Work request:
Each line below that holds the word "Granville" counts once. Say how many such lines there are, and no more.

[Collected data entries]
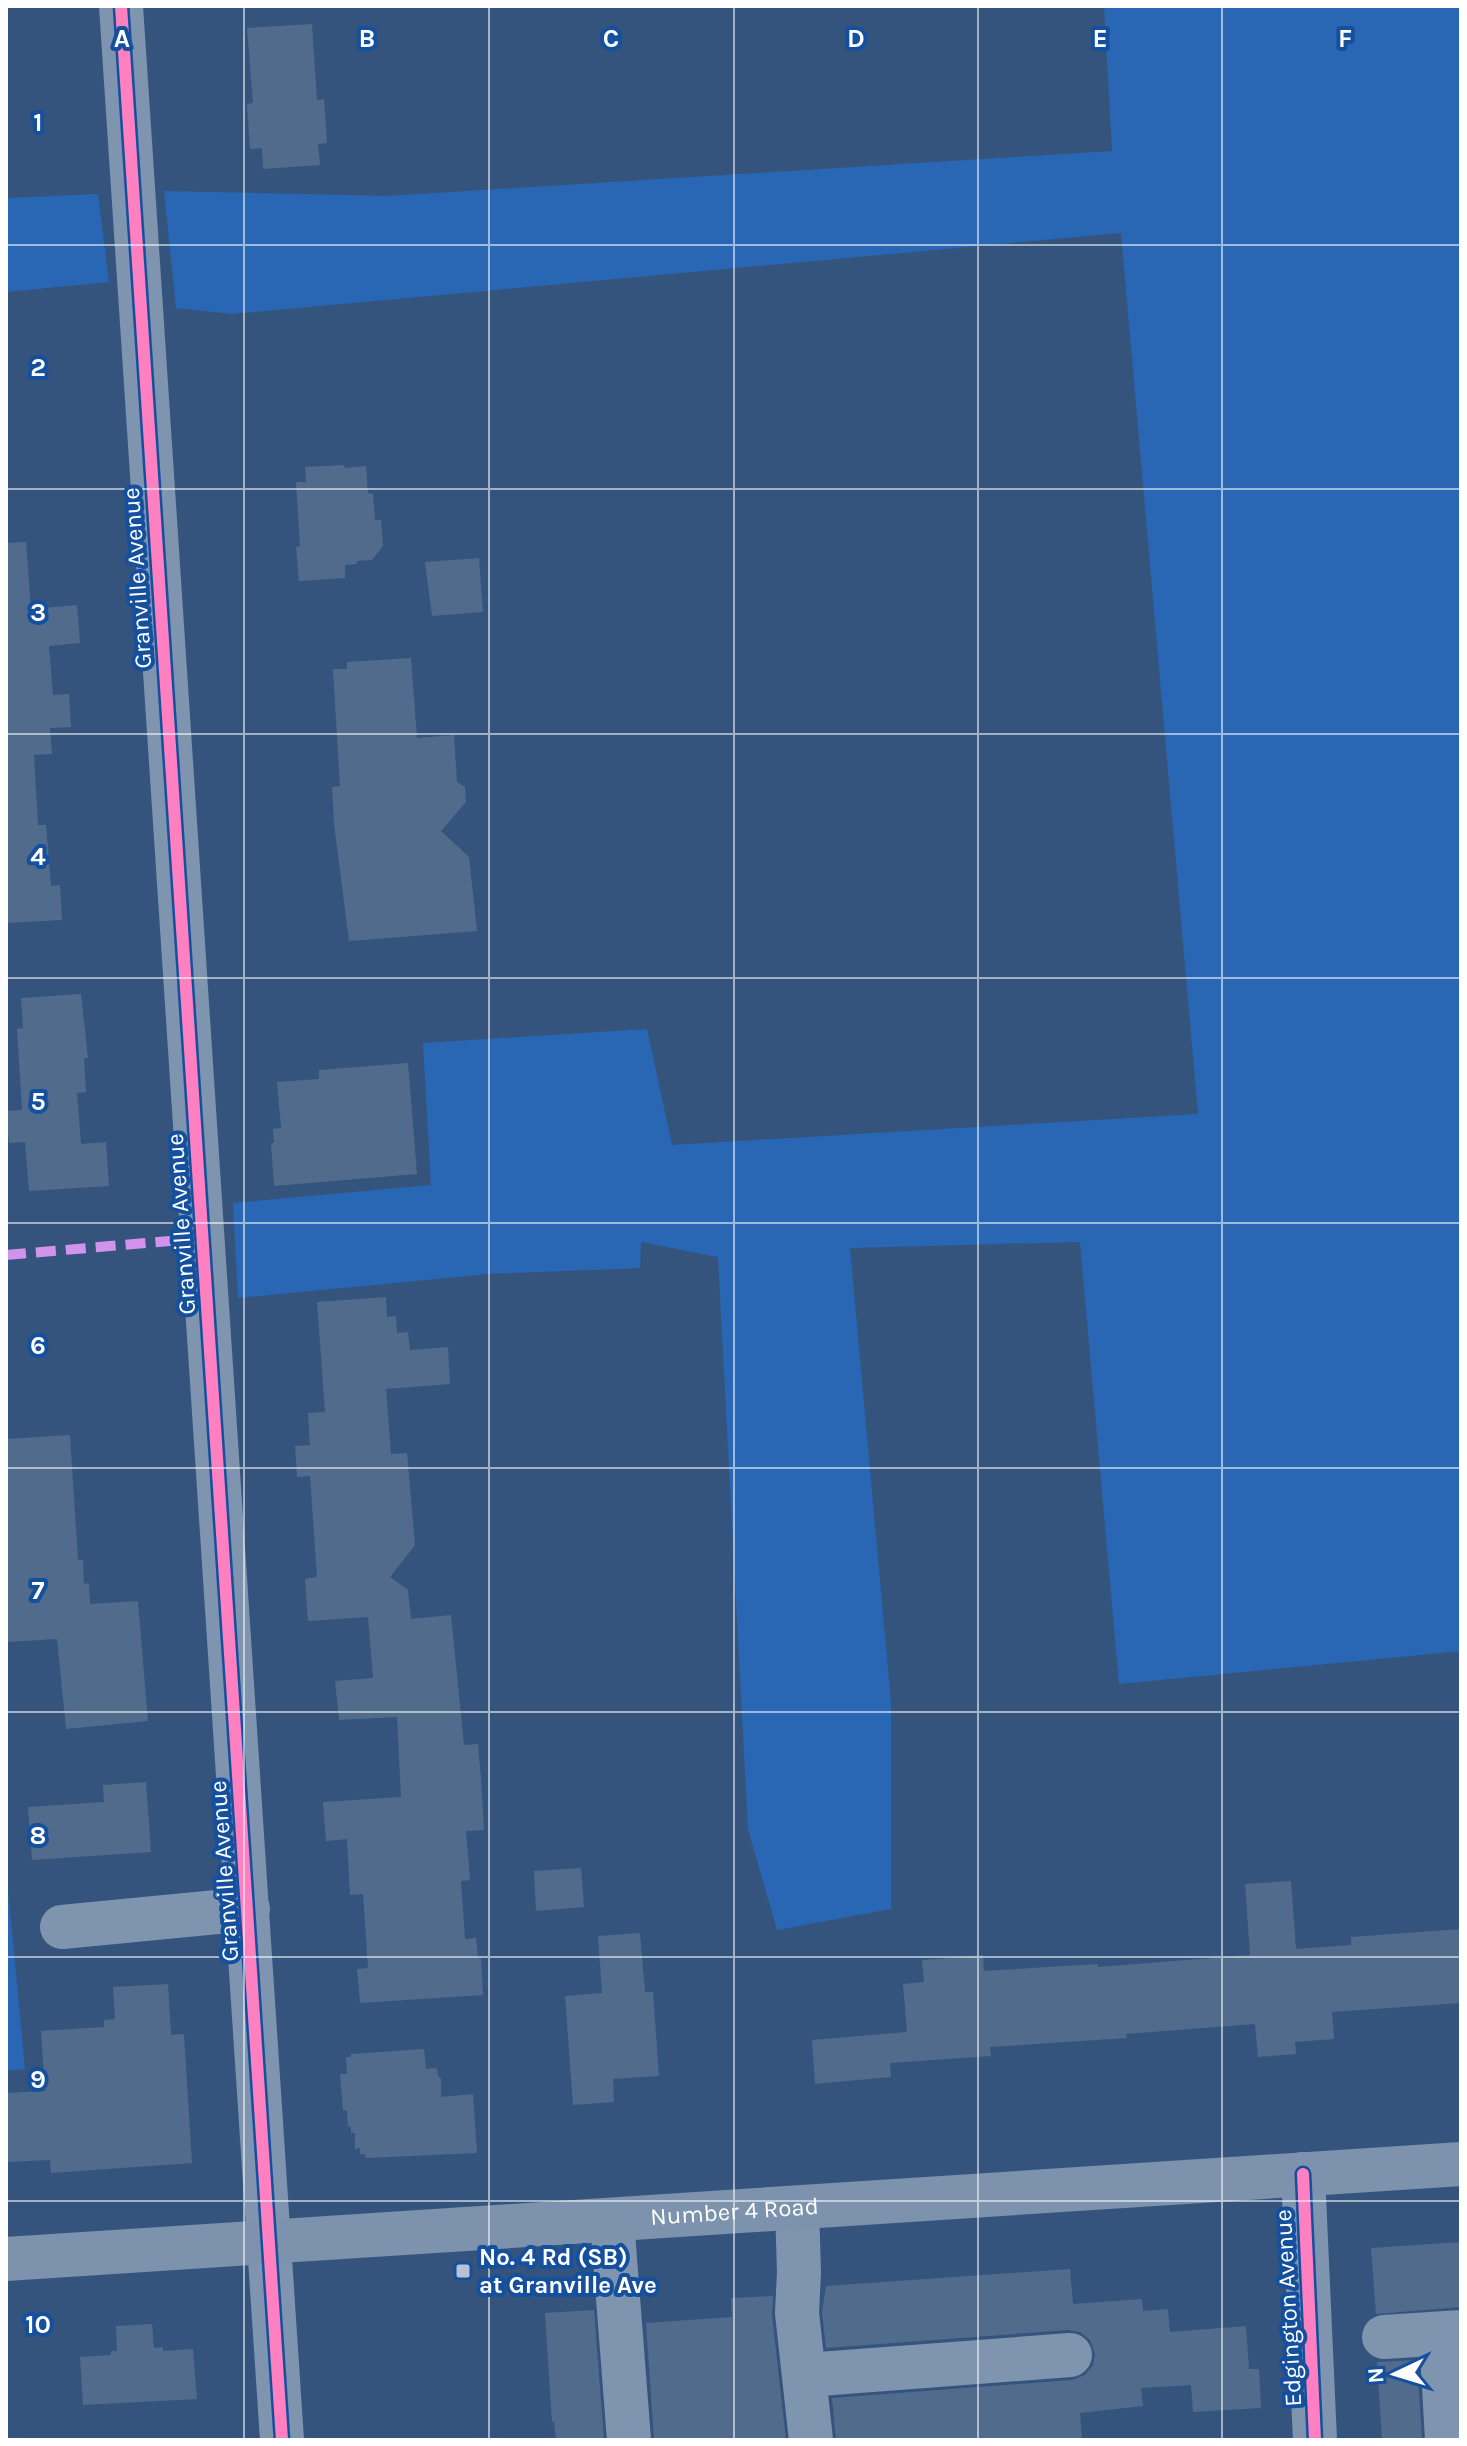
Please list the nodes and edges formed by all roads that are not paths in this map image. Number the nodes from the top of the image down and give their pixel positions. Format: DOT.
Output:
graph roads {
  1 [pos="121,6"];
  2 [pos="248,1909"];
  3 [pos="62,1927"];
  4 [pos="1461,2164"];
  5 [pos="1303,2174"];
  6 [pos="797,2208"];
  7 [pos="612,2220"];
  8 [pos="270,2242"];
  9 [pos="6,2259"];
  10 [pos="1451,2333"];
  11 [pos="1384,2337"];
  12 [pos="1070,2355"];
  13 [pos="806,2375"];
  14 [pos="282,2440"];
  15 [pos="629,2440"];
  16 [pos="811,2440"];
  17 [pos="1315,2440"];
  18 [pos="1447,2440"];
  1 -- 2 [label="street, Granville Avenue"];
  2 -- 3 [label="street"];
  2 -- 8 [label="street, Granville Avenue"];
  4 -- 5 [label="main road, Number 4 Road"];
  5 -- 6 [label="main road, Number 4 Road"];
  5 -- 17 [label="street, Edgington Avenue"];
  6 -- 7 [label="main road, Number 4 Road"];
  6 -- 13 [label="street"];
  7 -- 8 [label="main road, Number 4 Road"];
  7 -- 15 [label="street"];
  8 -- 9 [label="main road, Number 4 Road"];
  8 -- 14 [label="street, Granville Avenue"];
  10 -- 11 [label="street"];
  10 -- 18 [label="street"];
  12 -- 13 [label="street"];
  13 -- 16 [label="street"];
}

Response:
3